══ Record excerpts ══

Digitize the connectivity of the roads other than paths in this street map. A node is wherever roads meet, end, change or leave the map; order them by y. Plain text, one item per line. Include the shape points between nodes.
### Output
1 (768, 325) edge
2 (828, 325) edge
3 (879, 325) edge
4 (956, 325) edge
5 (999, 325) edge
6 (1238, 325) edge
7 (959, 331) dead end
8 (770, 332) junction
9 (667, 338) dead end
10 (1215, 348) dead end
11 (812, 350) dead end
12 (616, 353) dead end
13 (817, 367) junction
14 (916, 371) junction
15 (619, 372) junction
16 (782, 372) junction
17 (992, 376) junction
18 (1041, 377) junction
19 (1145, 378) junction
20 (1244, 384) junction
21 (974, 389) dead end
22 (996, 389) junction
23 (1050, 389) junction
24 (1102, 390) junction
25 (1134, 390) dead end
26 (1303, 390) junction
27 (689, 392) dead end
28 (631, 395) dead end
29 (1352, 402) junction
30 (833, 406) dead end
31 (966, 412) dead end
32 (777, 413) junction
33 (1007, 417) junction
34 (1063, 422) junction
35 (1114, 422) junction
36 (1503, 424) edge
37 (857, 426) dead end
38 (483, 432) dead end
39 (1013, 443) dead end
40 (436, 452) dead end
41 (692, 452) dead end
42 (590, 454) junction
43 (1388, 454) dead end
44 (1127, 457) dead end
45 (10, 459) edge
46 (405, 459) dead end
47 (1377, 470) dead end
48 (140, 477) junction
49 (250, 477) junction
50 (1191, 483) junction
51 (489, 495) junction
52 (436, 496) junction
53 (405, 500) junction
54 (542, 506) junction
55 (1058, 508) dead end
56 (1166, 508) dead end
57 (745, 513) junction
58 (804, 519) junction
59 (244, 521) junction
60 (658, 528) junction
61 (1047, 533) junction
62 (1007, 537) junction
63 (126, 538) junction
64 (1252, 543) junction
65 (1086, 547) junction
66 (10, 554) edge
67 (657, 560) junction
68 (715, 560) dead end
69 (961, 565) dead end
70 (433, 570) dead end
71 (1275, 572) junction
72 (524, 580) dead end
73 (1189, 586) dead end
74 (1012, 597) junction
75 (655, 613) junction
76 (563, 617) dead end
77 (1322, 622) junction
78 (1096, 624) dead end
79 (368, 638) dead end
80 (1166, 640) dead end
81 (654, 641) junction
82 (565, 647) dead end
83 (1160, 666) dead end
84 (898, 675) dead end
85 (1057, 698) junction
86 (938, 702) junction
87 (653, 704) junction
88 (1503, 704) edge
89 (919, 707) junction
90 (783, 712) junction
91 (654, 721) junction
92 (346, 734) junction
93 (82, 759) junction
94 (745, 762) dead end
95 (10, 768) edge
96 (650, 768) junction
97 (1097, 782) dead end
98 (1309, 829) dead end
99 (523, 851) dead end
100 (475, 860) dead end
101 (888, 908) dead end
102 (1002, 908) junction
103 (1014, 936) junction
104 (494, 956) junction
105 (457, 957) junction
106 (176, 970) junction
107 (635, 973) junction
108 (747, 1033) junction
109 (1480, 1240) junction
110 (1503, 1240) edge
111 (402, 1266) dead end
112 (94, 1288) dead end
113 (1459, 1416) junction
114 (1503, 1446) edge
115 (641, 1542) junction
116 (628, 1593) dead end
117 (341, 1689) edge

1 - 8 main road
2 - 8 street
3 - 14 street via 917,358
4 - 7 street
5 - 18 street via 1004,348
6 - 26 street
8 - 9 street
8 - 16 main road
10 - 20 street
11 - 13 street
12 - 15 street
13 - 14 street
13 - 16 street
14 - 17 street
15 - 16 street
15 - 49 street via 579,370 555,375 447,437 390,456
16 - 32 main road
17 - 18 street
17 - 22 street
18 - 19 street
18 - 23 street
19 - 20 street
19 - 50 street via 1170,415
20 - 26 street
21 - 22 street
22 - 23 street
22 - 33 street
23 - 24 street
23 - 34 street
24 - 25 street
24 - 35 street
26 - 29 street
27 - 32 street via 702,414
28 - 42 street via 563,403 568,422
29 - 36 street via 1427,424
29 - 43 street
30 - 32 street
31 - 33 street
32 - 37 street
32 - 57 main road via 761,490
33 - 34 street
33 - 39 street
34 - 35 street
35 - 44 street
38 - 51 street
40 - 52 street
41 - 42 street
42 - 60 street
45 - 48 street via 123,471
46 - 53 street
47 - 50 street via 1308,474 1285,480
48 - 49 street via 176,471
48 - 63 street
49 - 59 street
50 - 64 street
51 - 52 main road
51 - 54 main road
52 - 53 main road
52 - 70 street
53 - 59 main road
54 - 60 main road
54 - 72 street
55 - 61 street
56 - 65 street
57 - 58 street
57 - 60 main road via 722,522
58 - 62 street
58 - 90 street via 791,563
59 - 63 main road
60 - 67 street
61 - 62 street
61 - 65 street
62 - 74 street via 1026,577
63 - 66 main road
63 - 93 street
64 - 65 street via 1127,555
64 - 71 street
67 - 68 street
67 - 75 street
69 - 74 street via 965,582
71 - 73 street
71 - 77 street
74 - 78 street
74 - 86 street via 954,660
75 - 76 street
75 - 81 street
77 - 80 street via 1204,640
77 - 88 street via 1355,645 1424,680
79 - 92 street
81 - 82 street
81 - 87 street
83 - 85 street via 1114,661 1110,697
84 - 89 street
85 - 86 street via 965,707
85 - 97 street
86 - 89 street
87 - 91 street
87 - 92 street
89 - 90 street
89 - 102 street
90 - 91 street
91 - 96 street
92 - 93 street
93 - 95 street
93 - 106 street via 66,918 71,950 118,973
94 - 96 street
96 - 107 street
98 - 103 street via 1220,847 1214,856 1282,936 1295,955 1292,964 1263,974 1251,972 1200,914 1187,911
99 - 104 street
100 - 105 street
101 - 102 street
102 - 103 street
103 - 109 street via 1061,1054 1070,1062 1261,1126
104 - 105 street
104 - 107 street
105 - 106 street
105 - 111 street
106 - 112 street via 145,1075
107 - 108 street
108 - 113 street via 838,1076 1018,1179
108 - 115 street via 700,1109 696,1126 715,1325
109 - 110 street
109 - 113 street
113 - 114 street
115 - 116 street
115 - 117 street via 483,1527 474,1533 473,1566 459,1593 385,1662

═══

# Task requirements
Show the lines of the material that contain the word "main".

# Answer to the exercise
1 - 8 main road
8 - 16 main road
16 - 32 main road
32 - 57 main road via 761,490
51 - 52 main road
51 - 54 main road
52 - 53 main road
53 - 59 main road
54 - 60 main road
57 - 60 main road via 722,522
59 - 63 main road
63 - 66 main road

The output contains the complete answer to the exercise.